— Откуда вы взялись, такой горячий?
Я рассказал ему, что кончил два факультета и сейчас работаю в лаборатории санчасти армии, и прибавил, что был бы счастлив, если бы он разрешил мне слушать его лекции, когда это возможно, и поработать у него на кафедре.
— Ну что ж, приходите, приходите, еше-ли действительно хотите по-настоящему работать. Только помните, что каждый эксперимент должен ставиться с контролем —подлинным контролем, а не мнимым.
Я был на седьмом небе. Наконец исполнится моя давняя мечта.
Однако все случилось иначе. Мне предстоял отпуск впервые за два года, и я решил пойти к Барыкину после своего возвращения.
Добраться до Москвы было не так просто. Я ехал в теплушке, где было много возвращавшихся из госпиталей красноармейцев. Примерно через две недели после приезда в Москву я заболел тяжелейшим сыпным тифом.
Телефонный звонок разбудил меня. Было около двух часов ночи.
— Говорит секретарь народного комиссара здравоохранения. Народный комиссар просит вас немедленно приехать к нему. Машина уже выслана.
Я жил в Баку всего несколько месяцев. Без особого сожаления я оставил в 1929 году Москву, где заведовал отделением в Институте микробиологии Наркомздрава, директором которого был мой учитель, профессор Владимир Александрович Барыкин. Уже восемь лет я работал в этом институте. Накопились знания и опыт. Хотелось попытать свои силы на изучении большой, сложной проблемы. Идей было много, а возможностей мало. Все отделение состояло из двух человек: меня и моей сотрудницы Елены Ивановны Воструховой.

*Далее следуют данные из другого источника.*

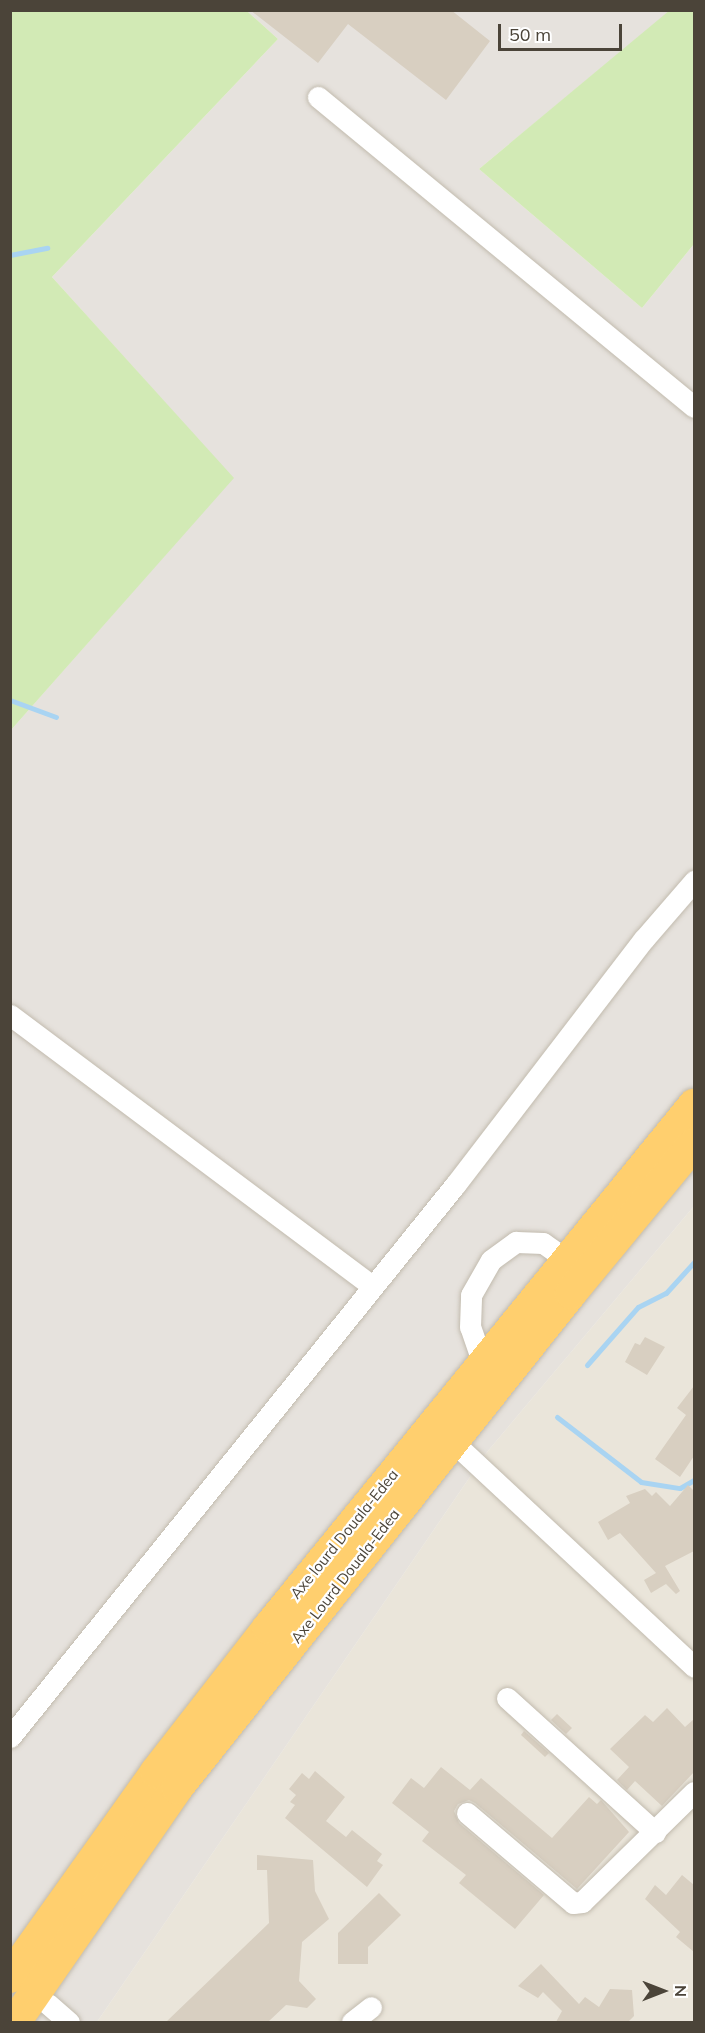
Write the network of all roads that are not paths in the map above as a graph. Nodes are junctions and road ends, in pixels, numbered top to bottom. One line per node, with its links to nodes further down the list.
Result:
1 (318, 97): 2 (street)
2 (694, 407)
3 (694, 881): 8 (street)
4 (10, 1015): 8 (street)
5 (694, 1105): 7 (highway, Axe lourd Douala-Edea)
6 (694, 1144): 10 (highway, Axe Lourd Douala-Edea)
7 (567, 1259): 9 (highway, Axe lourd Douala-Edea); 9 (street)
8 (372, 1286): 13 (street)
9 (483, 1364): 17 (highway, Axe lourd Douala-Edea)
10 (452, 1441): 11 (street); 17 (highway, Axe Lourd Douala-Edea)
11 (694, 1667)
12 (507, 1698): 16 (street)
13 (10, 1737)
14 (694, 1791): 16 (street)
15 (467, 1813): 16 (street)
16 (655, 1832)
17 (62, 1929): 18 (highway); 19 (highway, Axe lourd Douala-Edea); 21 (highway); 22 (highway, Axe Lourd Douala-Edea)
18 (10, 1965)
19 (10, 1977)
20 (371, 2007): 23 (street)
21 (51, 2016)
22 (15, 2022)
23 (352, 2022)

Разладились и хорошие, дружеские в течение многих лет отношения с В. А. Барыкиным. Его теория иммунитета получала чувствительные удары со всех сторон. В моих экспериментах, которые вначале подтверждали ее, появлялось все большее количество опровергающих ее данных. Но В. А. не соглашался с ними, и они не печатались.

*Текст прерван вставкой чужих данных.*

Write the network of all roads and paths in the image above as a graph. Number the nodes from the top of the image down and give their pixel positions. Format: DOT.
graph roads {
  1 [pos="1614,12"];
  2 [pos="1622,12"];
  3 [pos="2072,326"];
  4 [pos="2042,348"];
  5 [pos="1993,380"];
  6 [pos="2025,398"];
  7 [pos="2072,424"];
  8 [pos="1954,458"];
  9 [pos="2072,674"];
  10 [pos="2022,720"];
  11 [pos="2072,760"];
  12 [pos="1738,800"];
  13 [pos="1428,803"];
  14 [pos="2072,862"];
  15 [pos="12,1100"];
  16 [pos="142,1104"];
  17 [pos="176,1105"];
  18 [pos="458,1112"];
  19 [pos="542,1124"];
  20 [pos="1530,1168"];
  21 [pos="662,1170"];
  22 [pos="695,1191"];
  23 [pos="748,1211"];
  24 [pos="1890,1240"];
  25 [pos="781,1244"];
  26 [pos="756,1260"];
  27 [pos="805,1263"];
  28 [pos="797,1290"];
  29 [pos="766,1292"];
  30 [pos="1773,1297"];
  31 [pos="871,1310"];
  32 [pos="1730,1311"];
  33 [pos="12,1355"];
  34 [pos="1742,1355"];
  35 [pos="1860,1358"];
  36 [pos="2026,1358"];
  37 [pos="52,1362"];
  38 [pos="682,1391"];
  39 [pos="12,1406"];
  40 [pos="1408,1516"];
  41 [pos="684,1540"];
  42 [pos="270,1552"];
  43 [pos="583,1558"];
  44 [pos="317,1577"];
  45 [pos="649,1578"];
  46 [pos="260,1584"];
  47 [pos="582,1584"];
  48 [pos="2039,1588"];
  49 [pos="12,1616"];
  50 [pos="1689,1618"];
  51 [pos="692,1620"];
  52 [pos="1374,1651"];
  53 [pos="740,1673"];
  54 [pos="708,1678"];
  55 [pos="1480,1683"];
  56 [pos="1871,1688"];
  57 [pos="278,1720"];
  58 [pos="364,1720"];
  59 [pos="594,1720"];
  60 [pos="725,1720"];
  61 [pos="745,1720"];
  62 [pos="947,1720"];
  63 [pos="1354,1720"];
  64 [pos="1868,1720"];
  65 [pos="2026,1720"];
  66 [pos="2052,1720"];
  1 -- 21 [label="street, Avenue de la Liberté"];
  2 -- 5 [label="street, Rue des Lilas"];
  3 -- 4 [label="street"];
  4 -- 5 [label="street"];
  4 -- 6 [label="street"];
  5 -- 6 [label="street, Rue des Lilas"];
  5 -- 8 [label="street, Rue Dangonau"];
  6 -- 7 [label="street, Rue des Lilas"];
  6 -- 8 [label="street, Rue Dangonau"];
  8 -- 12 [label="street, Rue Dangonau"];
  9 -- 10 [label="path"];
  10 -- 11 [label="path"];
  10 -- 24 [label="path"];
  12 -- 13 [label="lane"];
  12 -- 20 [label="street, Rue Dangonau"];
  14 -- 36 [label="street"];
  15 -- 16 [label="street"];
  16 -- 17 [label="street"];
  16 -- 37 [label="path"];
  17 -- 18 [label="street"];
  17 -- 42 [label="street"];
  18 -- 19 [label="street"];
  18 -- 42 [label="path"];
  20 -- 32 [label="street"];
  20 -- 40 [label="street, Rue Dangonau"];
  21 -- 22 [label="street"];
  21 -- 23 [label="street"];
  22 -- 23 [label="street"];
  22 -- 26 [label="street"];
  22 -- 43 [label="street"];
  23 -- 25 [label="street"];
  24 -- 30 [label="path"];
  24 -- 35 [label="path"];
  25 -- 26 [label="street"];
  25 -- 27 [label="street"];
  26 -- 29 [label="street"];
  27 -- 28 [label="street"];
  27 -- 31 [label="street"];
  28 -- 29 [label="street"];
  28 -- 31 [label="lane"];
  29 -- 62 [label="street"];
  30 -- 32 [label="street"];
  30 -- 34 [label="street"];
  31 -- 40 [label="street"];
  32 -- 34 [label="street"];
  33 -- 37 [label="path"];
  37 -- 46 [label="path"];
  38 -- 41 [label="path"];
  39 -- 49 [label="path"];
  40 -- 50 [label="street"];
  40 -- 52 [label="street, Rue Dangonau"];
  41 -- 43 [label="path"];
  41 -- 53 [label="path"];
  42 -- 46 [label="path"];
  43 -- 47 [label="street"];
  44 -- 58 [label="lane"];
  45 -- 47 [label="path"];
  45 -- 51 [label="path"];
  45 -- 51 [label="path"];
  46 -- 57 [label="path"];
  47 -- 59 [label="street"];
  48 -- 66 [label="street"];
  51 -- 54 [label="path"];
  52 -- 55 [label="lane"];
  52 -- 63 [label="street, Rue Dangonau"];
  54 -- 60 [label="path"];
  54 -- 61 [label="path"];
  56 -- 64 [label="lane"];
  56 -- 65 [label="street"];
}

Эти и многие другие обстоятельства и побудили меня принять приглашение занять должность директора Азербайджанского института микробиологии. Одновременно я был выбран на кафедру микробиологии медицинского института.
Вместе со мной в Баку приехала и Е. И. Вострухова. Это был замечательный человек. Уже не первой молодости, одинокая, она всю себя отдавала научной работе. Очень добрая и вместе с тем строгая и требовательная к себе и другим, она готова была ставить, казалось бы, самые безрассудные опыты, чтобы подтвердить или отвергнуть идеи, в изобилии беспокоившие мою голову. В ее одежде никогда не было никаких других цветов, кроме черного и белого. Молчаливая и сосредоточенная, она производила впечатление монахини.
В Баку встретили меня очень приветливо. Небольшой сравнительно институт микробиологии оказался вполне прилично по тогдашнему времени оборудованным благодаря энергии моего предшественника проф. П. Ф. Здродовского. Им же были подготовлены несколько вполне квалифицированных специалистов. Хотя почти все они были старше меня (мне было 35 лет), у нас установились хорошие, деловые отношения. Можно было развернуть большую работу.
Баку в то время был городом поразительных контрастов и странностей. Новенькие вагоны только что построенной электрической железной дороги отходили на нефтяные промыслы от вокзала, пройти в который можно было только через толпу нищих. Выставляя напоказ голые руки и ноги, покрытые страшными, кровоточащими язвами, или культи ног или рук, завернутые в грязные рубища, они гнусавыми голосами просили подаяния. Я видел подобную картину много лет спустя в Индии.
К вокзалу часто подходили верблюды, со спин которых снимали кладь, отправляемую дальше по железной дороге. Эти спокойные и неповоротливые животные и идущие рядом новенькие, веселые вагончики электрички как бы символизировали прошлое и настоящее Баку. Всю зиму продавали на улицах цветы. По городу ходили амбалы с большими жбанами на спине. Они предлагали свой товар — керосин и воду. Рояли, если нужно было переместить их из дома в дом, носили на плечах. Пять человек легко несли рояль из одной части города в другую.
В городе было много мух и… ящериц. Из окна моей квартиры была видна стена соседнего дома. Когда она освещалась солнцем, на ней появлялись ящерицы. Они медленно ползали, иногда чуть подрагивая хвостами, и я тщетно пытался уловить какую-либо закономерность в их ленивых передвижениях.
Женщины ходили с открытыми лицами. Впрочем, даже студентки медфака так обильно пудрились, что стол, покрытый зеленым сукном, за которым я их экзаменовал, после экзамена становился серым.